Ada beberapa prinsip dalam penatalayanan kekayaan.
Pertama, fokus investasi kita seharusnya pada manusia terutama pada mereka yang membutuhkan. Investasi kita bukanlah untuk memperkaya diri sendiri. Satu-satunya harta yang dapat kita bawa ke dalam kehidupan yang akan datang adalah hubungan yang dibangun di dalam Kristus. Harta di surga adalah hubungan yang kita bangun melalui penggunaan uang dengan kemurahan hati. Karena itu, tujuan Tuhan memberikan kita harta bukan saja untuk kitanikmati, tetapi juga untuk investasi yang bernilai kekal. "Dan Aku berkata kepadamu: Ikatlah persahabatan dengan mempergunakan Mamon yang tidak jujur, supaya jika Mamon itu tidak dapat menolong lagi, kamu diterima di dalam kemah abadi." (Luk 16:9). Uang memang tidak bisa dibawa mati, tetapi uang yang kita investasikan dengan bijaksana dapat berdampak positif bahkan setelah kita mati.

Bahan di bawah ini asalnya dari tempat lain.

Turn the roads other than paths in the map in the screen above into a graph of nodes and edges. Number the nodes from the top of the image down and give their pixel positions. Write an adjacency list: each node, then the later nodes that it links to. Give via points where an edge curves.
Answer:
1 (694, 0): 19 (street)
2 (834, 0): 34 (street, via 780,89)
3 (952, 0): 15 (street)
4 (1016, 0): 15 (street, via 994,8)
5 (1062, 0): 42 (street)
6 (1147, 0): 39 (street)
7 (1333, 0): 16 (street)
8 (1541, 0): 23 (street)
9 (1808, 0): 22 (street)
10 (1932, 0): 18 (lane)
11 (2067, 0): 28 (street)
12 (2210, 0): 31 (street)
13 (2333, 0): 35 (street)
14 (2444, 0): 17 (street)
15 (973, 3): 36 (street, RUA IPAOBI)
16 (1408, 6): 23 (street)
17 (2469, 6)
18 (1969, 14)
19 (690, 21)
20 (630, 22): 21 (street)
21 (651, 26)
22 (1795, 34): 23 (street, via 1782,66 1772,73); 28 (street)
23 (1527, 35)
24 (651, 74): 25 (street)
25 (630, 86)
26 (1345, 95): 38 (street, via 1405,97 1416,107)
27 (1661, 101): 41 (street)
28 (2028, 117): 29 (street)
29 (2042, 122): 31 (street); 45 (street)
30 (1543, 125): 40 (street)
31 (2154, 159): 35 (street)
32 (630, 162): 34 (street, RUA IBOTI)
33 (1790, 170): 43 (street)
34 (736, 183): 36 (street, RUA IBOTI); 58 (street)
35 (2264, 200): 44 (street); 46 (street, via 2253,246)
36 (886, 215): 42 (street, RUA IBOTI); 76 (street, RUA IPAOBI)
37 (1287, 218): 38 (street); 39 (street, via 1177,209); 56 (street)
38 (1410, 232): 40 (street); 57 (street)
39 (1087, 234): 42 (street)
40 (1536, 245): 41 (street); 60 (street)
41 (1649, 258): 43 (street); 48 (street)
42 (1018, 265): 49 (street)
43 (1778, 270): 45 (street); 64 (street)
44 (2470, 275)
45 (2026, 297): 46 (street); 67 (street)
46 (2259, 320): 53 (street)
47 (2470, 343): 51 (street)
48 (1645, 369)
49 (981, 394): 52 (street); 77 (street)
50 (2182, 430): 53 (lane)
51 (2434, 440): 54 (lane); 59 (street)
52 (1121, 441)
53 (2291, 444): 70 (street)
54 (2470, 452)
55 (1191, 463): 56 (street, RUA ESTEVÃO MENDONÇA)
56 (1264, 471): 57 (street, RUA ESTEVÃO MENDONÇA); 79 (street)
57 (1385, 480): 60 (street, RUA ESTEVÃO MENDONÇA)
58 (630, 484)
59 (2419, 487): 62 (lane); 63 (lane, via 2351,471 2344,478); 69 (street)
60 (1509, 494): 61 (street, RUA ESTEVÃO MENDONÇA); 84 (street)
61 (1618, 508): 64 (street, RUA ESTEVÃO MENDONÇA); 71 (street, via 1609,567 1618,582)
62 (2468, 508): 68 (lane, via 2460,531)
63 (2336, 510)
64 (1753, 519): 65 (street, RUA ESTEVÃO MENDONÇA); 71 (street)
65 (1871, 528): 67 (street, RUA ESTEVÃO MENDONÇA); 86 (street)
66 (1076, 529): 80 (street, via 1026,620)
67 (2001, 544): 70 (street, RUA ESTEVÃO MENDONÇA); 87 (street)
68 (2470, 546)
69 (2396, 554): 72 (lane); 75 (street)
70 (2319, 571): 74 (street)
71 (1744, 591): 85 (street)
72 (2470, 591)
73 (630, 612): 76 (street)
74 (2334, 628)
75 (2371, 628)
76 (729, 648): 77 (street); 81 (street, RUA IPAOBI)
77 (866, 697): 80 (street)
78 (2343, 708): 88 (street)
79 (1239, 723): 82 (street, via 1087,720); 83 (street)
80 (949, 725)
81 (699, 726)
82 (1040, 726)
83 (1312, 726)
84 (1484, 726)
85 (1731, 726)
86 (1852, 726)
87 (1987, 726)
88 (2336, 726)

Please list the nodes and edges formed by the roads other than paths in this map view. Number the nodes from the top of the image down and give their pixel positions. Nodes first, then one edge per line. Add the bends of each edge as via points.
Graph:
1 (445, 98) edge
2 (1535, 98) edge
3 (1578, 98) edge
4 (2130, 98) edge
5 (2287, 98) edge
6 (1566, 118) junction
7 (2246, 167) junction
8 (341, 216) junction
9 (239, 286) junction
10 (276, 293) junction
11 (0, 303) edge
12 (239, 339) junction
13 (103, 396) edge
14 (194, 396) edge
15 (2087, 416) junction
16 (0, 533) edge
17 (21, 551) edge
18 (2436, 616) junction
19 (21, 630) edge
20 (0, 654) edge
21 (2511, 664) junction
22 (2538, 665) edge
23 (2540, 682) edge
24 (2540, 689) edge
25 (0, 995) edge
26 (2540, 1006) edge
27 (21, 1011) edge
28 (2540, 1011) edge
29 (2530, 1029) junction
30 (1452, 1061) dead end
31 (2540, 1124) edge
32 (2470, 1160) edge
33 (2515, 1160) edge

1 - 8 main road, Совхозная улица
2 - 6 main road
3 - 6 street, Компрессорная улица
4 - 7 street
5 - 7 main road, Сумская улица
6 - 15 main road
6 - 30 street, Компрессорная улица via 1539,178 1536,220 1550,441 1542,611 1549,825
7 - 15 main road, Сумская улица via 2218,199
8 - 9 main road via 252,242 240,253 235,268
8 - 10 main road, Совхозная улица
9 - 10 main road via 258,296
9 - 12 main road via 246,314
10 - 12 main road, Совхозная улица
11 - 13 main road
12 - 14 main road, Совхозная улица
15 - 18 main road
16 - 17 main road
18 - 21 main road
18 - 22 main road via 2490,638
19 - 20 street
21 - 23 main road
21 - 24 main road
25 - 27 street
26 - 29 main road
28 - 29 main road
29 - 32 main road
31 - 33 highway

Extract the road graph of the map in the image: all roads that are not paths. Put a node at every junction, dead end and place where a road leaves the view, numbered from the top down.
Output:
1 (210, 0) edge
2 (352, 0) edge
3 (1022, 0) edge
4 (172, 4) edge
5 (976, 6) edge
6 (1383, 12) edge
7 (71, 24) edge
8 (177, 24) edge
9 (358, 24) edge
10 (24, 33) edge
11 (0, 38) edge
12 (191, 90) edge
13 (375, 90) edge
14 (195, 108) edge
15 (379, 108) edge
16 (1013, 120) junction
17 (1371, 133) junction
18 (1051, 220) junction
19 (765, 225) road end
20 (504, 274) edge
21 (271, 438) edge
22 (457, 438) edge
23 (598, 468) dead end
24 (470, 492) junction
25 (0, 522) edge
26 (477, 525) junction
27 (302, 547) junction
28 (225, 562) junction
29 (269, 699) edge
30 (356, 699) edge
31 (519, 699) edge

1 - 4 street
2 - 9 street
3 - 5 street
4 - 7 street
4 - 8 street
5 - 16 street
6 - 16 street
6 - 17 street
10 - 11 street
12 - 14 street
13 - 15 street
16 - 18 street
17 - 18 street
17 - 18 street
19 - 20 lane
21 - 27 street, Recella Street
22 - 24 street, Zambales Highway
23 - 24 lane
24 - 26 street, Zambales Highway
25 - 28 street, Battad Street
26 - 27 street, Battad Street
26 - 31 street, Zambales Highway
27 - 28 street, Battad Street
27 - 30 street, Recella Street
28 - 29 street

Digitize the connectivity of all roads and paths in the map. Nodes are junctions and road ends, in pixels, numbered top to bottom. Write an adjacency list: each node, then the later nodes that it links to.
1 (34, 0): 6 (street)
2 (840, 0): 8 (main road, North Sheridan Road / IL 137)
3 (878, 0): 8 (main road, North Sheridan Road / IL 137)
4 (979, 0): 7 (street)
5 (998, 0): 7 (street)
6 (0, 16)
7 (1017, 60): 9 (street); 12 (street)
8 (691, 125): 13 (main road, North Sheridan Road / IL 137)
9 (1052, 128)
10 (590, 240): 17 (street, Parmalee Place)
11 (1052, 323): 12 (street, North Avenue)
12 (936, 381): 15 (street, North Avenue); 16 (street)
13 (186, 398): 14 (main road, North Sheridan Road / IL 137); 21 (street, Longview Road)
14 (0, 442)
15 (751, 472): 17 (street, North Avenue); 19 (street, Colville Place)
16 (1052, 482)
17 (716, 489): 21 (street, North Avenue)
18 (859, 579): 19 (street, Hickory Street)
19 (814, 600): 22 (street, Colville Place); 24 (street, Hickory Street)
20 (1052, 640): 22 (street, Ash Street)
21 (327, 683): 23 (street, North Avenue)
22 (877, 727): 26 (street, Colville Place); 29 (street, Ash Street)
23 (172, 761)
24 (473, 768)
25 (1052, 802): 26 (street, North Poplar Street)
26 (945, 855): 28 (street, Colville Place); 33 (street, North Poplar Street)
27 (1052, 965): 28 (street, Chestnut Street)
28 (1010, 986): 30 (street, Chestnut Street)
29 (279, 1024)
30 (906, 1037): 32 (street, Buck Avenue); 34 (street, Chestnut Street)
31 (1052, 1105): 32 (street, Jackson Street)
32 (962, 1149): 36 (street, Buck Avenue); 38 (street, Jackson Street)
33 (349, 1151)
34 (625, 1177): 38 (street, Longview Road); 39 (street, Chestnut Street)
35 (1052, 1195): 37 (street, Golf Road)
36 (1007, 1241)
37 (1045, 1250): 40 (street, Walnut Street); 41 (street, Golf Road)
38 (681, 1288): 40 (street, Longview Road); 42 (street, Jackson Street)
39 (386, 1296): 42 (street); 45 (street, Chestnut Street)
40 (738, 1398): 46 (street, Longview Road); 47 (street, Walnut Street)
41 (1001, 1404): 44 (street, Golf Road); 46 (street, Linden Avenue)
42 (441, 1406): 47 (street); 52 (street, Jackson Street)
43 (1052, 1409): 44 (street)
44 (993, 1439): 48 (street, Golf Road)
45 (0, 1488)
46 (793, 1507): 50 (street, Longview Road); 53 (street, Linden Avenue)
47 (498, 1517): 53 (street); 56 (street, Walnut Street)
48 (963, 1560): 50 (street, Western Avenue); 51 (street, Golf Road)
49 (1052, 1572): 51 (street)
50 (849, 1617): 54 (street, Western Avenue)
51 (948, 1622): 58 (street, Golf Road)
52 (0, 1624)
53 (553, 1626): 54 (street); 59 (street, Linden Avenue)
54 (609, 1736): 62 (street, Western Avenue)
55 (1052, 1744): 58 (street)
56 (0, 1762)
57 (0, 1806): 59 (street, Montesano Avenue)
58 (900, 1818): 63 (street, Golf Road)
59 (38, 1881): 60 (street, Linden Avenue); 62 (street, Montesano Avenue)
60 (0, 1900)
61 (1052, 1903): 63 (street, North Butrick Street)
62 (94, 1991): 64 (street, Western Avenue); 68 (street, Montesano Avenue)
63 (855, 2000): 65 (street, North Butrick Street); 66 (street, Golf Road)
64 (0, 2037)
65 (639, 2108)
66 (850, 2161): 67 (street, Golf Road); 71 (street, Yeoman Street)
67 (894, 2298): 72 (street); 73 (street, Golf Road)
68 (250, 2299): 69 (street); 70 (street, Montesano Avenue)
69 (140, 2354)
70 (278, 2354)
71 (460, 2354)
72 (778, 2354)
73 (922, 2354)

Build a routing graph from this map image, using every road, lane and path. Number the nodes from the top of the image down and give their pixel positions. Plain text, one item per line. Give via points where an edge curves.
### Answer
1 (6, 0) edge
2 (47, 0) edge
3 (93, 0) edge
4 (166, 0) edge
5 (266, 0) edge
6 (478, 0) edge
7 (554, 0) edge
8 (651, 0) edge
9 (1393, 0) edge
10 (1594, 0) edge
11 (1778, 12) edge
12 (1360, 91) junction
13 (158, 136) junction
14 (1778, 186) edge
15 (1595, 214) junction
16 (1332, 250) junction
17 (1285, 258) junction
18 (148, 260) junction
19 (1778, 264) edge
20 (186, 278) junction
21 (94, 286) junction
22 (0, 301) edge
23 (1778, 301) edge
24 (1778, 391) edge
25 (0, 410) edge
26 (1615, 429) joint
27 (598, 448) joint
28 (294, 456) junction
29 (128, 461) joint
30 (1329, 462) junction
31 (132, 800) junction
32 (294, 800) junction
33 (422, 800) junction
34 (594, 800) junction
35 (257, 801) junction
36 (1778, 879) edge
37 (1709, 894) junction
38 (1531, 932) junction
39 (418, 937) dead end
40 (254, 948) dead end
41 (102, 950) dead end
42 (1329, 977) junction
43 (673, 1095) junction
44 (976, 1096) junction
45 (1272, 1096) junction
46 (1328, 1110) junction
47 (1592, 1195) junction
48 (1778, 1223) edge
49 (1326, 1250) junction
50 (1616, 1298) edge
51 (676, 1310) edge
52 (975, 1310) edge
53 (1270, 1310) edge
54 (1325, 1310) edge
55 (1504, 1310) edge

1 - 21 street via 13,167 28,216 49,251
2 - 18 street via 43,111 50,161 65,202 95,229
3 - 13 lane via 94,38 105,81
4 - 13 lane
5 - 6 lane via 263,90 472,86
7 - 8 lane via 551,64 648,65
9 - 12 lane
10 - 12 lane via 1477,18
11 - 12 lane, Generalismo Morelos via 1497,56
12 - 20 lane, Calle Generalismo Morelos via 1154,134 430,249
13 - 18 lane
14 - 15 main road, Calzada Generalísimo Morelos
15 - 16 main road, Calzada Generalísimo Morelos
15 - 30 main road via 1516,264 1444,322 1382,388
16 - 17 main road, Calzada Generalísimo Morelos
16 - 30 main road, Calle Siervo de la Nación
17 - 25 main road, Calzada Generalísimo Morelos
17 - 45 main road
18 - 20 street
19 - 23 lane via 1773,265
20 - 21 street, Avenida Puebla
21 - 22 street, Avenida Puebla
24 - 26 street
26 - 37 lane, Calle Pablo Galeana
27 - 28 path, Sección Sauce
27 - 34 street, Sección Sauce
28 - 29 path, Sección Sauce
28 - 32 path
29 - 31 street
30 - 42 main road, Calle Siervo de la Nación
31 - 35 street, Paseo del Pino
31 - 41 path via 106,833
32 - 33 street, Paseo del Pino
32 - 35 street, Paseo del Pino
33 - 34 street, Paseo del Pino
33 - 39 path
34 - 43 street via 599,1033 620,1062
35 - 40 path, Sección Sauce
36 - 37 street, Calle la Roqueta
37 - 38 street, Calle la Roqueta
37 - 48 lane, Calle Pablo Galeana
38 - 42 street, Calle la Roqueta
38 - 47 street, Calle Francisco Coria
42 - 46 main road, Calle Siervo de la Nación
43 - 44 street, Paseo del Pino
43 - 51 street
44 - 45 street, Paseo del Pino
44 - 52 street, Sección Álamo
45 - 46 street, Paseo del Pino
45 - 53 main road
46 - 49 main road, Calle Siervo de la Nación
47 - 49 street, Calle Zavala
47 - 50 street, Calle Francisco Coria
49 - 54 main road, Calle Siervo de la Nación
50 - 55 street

Kedua, kita harus memberi dengan bijaksana dan hati-hati. John Wesley mengatakan, "Dapatkan sebanyak-banyaknya, simpan sebanyak-banyaknya, berikan sebanyak-banyaknya." Ada orang memberi karena hasrat ingin beramal atau mendapat sanjungan. Ia merasa puas disebut orang yang murah hati atau filantropis. Pemberian yang sembarangan tidak akan bermanfaat apa-apa selain hanya membuat hati senang pemberinya.Oleh karena itu, kita harus bijaksana dalam memberi: kepada siapa, untuk tujuan apa, kapan waktunya dan bagaimana memberikannya. Melayani dengan memberi punya banyak tujuan: menyebarkan Injil, mendukung gereja, menolong yang miskin atau sakit dan tujuan lain. Tujuan utamanya adalah menyatakan kehadiran kerajaan Allah di atas bumi.
Ketiga, kita harus siap sedia berkorban harta jika Allah menghendaki. Ini sepertinya berlebihan tetapi jika harta membuat kita kurang mengasihi Allah maka ia telah menjadi jerat bagi kita. Tuhan Yesus memberi perintah kepada orang muda yang kaya untuk menjual seluruh hartanya oleh karena ia lebih terikat kepada hartanya daripada kepada Allah. C. S. Lewis mengatakan, "Berilah sampai engkau merasa sakit." Dalam anggapan dunia, uang yang ada pada kita adalah milik yang dapat digunakan sekehendak kita. Alkitab memandangnya berbeda. Uang itu adalah kepunyaan Allah yang dipercayakan kepada kita untuk digunakan bagi kemuliaan-Nya (1Taw 29:14, juga ay.11). *** BSB.